And there is truth the schooling effect, though bear in mind that its expositors make a couple of big mistakes:
1. There is a countervailing force to the schooling effect, which is the more people that are in the pot, the greater the possibility that your outs are dead or are subject to redraws and that you are simply providing reverse implied odds to your opponents. (By the way, this is a reason I basically play every Ax suited hand on these types of tables. A nut flush draw is HUGE because these tables are the most susceptible to people holding onto a smaller flush.) I haven't fully worked out the math on this, but the most widely disseminated works on the schooling effect ignore it and simply focus on how each caller bloats the pot and gives you odds to call.

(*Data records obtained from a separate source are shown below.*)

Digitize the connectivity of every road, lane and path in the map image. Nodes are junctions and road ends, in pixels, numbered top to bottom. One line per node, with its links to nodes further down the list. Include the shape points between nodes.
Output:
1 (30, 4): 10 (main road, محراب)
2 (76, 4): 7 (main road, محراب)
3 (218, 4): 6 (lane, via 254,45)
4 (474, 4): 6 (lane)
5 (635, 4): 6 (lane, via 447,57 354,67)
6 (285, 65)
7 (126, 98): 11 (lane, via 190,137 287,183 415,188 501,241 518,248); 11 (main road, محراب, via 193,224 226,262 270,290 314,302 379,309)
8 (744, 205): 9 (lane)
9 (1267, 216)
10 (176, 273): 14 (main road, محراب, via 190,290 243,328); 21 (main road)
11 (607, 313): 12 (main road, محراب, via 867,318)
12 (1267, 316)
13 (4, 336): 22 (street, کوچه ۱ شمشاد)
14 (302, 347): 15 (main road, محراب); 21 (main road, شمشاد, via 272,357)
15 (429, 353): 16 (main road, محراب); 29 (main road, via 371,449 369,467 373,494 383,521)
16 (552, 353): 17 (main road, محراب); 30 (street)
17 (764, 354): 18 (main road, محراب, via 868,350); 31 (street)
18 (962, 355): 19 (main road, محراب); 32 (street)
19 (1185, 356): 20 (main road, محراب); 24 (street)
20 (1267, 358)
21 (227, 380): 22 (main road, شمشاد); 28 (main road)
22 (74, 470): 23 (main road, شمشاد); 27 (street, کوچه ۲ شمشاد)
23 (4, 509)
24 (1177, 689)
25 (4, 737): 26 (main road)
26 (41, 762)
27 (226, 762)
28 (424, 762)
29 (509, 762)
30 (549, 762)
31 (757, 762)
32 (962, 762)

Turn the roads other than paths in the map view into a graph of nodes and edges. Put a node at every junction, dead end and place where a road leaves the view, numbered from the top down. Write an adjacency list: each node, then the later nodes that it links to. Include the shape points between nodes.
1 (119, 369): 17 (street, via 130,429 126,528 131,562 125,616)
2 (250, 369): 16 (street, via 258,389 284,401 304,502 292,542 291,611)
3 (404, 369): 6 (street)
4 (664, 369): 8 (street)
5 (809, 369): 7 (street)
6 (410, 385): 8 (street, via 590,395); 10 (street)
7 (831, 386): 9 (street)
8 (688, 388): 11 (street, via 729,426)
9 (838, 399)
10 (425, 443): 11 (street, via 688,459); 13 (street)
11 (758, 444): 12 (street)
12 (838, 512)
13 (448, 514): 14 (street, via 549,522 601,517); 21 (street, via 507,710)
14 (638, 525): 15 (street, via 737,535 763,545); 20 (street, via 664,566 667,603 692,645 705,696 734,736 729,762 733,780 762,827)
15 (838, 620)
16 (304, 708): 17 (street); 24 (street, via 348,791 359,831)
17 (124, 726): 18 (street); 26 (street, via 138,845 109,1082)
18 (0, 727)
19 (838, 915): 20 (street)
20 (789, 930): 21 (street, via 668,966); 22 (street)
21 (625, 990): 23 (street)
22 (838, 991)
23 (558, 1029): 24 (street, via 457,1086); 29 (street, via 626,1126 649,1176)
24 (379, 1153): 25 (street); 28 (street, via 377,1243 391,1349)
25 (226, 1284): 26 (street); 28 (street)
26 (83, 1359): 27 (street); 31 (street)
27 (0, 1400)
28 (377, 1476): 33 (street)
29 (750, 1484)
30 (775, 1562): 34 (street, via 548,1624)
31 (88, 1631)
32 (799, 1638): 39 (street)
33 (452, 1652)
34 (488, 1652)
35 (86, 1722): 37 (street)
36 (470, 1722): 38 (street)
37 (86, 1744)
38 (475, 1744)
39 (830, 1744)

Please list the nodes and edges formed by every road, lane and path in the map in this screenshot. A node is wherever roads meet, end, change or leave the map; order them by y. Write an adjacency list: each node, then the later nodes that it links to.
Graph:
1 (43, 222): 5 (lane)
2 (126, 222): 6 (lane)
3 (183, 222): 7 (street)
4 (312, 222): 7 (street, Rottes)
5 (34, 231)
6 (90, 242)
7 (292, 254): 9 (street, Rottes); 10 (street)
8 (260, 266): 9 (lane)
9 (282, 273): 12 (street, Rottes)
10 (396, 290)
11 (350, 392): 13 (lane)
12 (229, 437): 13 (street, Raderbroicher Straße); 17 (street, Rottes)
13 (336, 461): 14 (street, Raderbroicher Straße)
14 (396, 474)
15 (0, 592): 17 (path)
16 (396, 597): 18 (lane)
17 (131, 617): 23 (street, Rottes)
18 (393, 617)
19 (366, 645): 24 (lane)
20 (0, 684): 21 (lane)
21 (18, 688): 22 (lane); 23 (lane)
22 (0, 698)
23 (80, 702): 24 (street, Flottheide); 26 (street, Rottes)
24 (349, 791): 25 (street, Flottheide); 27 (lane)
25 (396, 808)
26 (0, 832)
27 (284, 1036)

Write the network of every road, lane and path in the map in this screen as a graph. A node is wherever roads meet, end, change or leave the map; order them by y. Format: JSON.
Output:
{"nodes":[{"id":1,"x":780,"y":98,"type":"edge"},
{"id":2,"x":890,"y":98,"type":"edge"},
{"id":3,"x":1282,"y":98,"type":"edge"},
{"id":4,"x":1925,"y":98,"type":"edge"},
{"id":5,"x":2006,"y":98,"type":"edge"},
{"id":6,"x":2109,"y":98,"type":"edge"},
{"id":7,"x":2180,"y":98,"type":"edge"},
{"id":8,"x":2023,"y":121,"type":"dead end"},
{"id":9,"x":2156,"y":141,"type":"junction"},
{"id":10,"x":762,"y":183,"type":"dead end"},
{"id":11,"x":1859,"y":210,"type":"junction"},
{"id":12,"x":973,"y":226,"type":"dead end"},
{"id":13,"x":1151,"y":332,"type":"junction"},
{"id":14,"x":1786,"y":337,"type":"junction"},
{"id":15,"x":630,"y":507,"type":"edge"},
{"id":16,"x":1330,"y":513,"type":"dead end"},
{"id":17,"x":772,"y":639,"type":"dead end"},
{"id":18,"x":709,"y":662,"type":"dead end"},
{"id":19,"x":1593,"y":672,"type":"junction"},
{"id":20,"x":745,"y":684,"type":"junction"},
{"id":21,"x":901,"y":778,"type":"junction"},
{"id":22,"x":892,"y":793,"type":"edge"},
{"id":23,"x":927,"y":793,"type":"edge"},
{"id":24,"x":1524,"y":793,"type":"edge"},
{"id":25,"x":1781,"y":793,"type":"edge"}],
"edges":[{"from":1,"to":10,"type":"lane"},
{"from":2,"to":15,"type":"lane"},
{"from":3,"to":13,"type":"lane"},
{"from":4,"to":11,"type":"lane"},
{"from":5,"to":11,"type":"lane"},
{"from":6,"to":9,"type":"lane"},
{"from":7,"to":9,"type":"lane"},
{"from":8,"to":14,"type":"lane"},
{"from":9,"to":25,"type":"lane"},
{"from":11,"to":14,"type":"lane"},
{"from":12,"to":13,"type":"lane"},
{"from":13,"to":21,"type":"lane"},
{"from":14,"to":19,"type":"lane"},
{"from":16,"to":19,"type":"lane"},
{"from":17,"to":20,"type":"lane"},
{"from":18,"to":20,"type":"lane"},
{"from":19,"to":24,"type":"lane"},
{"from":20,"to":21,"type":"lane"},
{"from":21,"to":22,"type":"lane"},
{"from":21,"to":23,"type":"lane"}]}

2. Even with the schooling effect, you need to be very careful about hands that often make second best hands, because this is a huge problem in these types of pots. With 4 players calling to the river, there will often be issues of kickers or higher straights or higher flushes or pocket pairs. In other words, you can't say to yourself "schooling effect" and start calling or raising with whatever junk you have. I missed a big pot with J2o out of position at this table (the flop came JJ2), and the pot did end up massively multi-way, but I still say that there's no odds calculation in the world that will make calling 4 bets out of position with J2o a +EV play, schooling effect or no. You have to think about what TYPES of hands will benefit most from the schooling effect. I tend to think that it is the same type of hands that play best multiway, small pocket pairs and suited connectors, as well as offsuit and suited broadways. I've stoved this in various scenarios and it appears correct.
Another way of putting this point is that the math behind the schooling effect says that in a massive multi-way pot, some of the equity donated by the maniacs and the fish will go not to the person with the best hand but to the person with the second best (and in some instances the third best hand). But that means that there are also hands in the pot that have to be big donators-- that's where the equity comes from! And since you are calling lots of bets, the big donators are even bigger than they would be if we were just talking about some fishy loose-passive multi-way pot at a home game.
So you have to be sure you are swimming in the right school of fish before you rely on the schooling effect.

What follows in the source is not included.